Publish in an Open Access journal. This assures that everyone has access to the full text of an article from the moment it is published, and authors retain all copyrights and can continue to use their content in the same or other ways. Use the Directory of Open Access Journals (DOAJ) to search for journals, or check The Eigenfactor Index of Open Access Fees, a tool quantifying the cost-effectiveness of open access journals represented in Journal Citation Reports.

Take advantage of publishers’ offers of post-publication sharing policies with HowCanIShareIt.com from the repository Figshare, a project supported by most of the major publishers. Scroll down to browse Publisher Sharing Policies. Another excellent resource is Sherpa/Romeo, where you can confirm journal copyright policies.

Self-archive your work. Depending on your publisher copyright agreement, deposit your final accepted manuscript or PDF into an institutional or subject repository, such as Pitt’s own D-Scholarship@Pitt and/or PubMed Central. (Users of the Faculty Information System can “deposit” their scholarly items into D-Scholarship using the Elements interface via the deposit button.) The items will then be reviewed and processed for submission. If funded by a federal agency, find out which repository that agency uses.
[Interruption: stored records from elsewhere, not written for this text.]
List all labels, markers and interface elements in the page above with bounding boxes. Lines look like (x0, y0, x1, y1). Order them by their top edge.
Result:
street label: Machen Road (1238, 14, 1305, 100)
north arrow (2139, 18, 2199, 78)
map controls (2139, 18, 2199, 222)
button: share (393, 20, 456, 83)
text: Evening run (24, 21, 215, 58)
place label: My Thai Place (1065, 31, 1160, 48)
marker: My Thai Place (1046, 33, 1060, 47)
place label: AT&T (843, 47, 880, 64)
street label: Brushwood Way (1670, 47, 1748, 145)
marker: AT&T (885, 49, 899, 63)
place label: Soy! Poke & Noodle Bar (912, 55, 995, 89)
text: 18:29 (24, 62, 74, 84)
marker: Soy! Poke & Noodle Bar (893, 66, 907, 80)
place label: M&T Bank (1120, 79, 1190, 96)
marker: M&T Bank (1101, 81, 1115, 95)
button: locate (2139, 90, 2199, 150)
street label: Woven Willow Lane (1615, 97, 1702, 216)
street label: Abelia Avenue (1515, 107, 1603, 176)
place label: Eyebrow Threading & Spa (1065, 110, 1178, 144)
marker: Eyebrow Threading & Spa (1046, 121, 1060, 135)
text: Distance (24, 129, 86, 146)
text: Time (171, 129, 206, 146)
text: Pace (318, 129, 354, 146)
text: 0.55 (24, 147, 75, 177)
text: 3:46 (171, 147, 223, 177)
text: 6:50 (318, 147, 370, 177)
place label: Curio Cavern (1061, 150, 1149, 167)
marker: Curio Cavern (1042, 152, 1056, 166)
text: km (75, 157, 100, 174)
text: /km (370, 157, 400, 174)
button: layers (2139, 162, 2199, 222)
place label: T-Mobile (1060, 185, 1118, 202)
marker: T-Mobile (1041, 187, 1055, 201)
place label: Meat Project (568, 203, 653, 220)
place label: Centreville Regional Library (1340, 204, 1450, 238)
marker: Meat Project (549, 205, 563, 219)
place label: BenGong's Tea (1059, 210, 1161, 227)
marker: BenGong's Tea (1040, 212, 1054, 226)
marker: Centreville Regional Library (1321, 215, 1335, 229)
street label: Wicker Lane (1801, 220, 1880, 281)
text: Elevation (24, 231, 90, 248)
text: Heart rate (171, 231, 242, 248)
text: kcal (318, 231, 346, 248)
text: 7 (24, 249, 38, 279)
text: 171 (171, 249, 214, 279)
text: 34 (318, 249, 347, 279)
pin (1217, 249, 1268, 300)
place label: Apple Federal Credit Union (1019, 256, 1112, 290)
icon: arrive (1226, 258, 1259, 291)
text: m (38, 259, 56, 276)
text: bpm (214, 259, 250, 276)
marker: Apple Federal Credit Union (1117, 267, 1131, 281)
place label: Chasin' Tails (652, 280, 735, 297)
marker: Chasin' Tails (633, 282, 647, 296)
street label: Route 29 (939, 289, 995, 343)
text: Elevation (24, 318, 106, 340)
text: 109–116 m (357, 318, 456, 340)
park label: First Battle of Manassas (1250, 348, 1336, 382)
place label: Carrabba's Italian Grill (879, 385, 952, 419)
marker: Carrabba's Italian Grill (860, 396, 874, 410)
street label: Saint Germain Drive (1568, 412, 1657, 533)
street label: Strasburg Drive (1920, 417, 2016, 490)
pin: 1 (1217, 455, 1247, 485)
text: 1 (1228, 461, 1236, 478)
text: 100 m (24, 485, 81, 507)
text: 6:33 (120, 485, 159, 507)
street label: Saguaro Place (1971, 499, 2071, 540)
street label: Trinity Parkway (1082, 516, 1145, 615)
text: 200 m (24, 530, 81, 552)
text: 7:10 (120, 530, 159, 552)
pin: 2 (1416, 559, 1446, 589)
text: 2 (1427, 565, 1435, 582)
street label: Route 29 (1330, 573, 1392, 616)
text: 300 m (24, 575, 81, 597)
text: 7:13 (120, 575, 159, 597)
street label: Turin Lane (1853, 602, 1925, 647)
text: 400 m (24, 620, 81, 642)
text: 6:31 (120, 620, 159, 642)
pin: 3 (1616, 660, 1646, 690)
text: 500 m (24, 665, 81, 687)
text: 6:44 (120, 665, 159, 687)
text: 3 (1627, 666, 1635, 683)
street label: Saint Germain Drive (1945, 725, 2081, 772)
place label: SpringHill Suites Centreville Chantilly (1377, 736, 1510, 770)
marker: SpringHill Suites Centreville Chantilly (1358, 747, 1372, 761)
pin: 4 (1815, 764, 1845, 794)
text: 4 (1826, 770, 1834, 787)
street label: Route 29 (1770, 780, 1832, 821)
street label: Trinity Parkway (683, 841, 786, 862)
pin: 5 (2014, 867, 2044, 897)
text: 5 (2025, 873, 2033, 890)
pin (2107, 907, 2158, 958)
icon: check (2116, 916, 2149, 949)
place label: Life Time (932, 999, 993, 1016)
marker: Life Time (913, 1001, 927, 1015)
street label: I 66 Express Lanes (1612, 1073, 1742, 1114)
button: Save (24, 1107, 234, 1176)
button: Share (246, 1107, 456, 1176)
The advantages of an institutional repository include:

  • Safe, reliable storage with understanding and workflow integration of copyright agreements, which can sometimes be complex.
  • Regular software updates and records maintenance.
  • An interface searchable using Google for supporting global access to your work.
  • Track the impact of your work with use statistics in some repositories. Pitt uses Plum Analytics for individual articles in D-Scholarship@Pitt, showing monthly downloads, views, citations, Mendeley readers, and even links to social media.
  • CAUTION: Private, for-profit start-ups such as ResearchGate or Academia.edu operate primarily to sell user analytics based on freely contributed researcher profiles, which may include copyright-protected materials. These are not archives: these businesses do not exist to preserve your work. There have been take-down notice skirmishes in the past few years. Is your work safe in the event of merger or failure?

A good title makes your research rise to the top. Make it easy to find in PubMed, EMBASE, MEDLINE or other major databases with a clear, descriptive title using major keywords and Medical Subject Headings (MeSH).

Finally, register for an ORCID iD, your scholarly digital identifier that distinguishes you from every other author and links your works throughout your career, through moves, name changes, and more.